- **Try it**:
Review the material line by line. Identify and copy every line that contains the string "الحاتمية".

- **Material shown**:

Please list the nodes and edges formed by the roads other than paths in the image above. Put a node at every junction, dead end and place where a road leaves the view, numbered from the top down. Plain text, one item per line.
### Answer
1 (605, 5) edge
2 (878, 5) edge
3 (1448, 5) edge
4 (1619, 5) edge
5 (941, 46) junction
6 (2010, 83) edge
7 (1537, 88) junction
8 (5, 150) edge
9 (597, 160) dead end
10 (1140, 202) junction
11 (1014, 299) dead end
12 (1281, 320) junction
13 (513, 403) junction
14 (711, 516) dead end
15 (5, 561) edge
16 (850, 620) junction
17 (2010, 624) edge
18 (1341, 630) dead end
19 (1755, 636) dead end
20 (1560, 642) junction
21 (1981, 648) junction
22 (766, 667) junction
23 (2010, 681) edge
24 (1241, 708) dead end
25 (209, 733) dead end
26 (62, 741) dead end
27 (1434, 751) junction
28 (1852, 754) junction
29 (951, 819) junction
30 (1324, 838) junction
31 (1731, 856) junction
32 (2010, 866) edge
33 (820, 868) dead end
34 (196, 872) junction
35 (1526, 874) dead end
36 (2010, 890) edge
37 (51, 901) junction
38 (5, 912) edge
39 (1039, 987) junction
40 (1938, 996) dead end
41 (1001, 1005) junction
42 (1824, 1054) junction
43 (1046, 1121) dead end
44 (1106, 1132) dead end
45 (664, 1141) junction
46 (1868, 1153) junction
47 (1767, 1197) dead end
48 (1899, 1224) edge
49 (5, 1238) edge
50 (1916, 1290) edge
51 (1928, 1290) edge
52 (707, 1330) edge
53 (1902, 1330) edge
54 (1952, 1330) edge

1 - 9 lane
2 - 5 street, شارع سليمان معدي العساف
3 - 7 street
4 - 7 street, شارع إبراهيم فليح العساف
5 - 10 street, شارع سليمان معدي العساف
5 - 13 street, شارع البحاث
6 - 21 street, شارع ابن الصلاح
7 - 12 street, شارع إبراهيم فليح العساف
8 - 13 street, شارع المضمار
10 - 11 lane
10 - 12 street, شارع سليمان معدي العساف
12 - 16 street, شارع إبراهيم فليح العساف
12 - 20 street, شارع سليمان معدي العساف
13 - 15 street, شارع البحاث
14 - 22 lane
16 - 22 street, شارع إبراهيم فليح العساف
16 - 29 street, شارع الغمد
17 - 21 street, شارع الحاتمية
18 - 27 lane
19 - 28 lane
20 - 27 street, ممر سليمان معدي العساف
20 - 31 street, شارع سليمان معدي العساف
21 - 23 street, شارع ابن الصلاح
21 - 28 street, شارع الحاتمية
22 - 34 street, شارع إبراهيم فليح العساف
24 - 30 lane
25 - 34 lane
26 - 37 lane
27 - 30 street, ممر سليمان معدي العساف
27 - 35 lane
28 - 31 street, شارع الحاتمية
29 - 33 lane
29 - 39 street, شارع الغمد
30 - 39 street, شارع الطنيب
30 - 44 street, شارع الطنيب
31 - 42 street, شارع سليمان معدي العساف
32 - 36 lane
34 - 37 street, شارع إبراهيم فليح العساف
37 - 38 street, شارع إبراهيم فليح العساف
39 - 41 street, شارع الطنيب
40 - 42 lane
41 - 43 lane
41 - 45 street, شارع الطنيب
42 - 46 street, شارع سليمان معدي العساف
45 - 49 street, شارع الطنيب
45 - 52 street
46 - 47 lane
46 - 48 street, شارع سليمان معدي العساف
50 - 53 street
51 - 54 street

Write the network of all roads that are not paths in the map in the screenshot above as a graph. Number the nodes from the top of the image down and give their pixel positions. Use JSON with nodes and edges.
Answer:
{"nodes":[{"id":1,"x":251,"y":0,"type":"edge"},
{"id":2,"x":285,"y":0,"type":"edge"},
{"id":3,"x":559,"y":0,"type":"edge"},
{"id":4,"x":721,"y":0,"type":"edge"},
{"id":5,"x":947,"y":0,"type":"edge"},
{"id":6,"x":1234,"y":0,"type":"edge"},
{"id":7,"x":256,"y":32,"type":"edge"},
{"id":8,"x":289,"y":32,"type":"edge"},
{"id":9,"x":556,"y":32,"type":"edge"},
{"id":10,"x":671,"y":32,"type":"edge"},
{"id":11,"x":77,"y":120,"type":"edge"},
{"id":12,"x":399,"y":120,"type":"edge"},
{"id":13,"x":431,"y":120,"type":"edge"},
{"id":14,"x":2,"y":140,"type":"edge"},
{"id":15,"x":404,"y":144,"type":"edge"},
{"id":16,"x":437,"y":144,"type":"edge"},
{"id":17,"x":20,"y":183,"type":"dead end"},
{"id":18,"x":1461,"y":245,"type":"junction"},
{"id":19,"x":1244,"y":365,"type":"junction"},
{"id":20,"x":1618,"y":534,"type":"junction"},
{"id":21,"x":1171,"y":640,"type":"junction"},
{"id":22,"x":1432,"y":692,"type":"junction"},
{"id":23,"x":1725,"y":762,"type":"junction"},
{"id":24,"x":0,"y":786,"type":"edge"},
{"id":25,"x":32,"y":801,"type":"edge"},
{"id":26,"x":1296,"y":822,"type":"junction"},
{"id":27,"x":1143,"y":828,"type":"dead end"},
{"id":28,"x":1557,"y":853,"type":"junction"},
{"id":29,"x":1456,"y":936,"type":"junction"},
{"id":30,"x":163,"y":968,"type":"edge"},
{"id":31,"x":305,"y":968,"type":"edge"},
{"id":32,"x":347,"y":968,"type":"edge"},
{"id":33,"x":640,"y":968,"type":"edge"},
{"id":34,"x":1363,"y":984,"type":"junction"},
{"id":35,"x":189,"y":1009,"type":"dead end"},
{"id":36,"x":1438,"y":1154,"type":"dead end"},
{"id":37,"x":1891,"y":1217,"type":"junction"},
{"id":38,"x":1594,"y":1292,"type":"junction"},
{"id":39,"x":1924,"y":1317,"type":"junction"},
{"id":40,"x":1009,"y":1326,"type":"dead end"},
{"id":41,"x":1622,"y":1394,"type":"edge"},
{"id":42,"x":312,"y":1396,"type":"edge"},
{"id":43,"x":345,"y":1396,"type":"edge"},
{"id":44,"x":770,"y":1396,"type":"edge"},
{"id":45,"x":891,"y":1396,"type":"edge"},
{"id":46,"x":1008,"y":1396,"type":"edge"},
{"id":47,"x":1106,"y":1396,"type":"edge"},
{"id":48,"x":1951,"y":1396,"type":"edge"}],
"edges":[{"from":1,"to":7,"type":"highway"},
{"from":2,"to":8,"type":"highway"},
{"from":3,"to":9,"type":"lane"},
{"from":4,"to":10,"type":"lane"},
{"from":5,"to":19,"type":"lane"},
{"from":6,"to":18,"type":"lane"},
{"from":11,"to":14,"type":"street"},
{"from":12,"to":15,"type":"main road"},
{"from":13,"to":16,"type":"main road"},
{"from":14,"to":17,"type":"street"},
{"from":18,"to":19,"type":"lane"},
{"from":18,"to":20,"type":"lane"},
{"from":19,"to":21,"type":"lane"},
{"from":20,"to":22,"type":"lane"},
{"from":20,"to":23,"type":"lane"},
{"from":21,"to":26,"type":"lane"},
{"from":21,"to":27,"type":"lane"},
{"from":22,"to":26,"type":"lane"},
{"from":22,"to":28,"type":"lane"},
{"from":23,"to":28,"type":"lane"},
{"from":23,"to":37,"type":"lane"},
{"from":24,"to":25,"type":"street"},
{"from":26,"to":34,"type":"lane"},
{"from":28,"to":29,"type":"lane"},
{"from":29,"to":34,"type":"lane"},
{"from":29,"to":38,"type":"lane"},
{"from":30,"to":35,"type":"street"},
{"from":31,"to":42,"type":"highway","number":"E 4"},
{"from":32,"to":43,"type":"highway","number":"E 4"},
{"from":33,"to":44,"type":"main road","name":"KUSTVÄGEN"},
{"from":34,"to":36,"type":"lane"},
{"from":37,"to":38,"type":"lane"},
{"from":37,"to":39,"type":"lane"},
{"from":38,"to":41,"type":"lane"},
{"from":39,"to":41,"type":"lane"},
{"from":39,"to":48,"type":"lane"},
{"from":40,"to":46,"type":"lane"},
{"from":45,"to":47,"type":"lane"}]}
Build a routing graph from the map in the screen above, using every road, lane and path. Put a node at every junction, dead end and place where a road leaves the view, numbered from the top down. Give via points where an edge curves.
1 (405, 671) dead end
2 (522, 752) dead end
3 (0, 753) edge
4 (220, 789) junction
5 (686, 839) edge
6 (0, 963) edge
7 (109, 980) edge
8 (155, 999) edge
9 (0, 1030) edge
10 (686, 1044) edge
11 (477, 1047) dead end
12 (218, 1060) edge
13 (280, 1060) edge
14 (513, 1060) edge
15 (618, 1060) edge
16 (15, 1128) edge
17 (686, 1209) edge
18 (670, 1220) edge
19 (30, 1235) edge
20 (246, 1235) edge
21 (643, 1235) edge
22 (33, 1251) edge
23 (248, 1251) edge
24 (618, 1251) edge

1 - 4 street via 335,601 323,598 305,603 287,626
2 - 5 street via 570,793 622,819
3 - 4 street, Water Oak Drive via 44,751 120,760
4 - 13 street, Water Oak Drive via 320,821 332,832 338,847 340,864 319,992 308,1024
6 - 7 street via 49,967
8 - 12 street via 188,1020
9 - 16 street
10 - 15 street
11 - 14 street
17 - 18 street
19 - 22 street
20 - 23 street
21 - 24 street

- **Output**:
17 - 21 street, شارع الحاتمية
21 - 28 street, شارع الحاتمية
28 - 31 street, شارع الحاتمية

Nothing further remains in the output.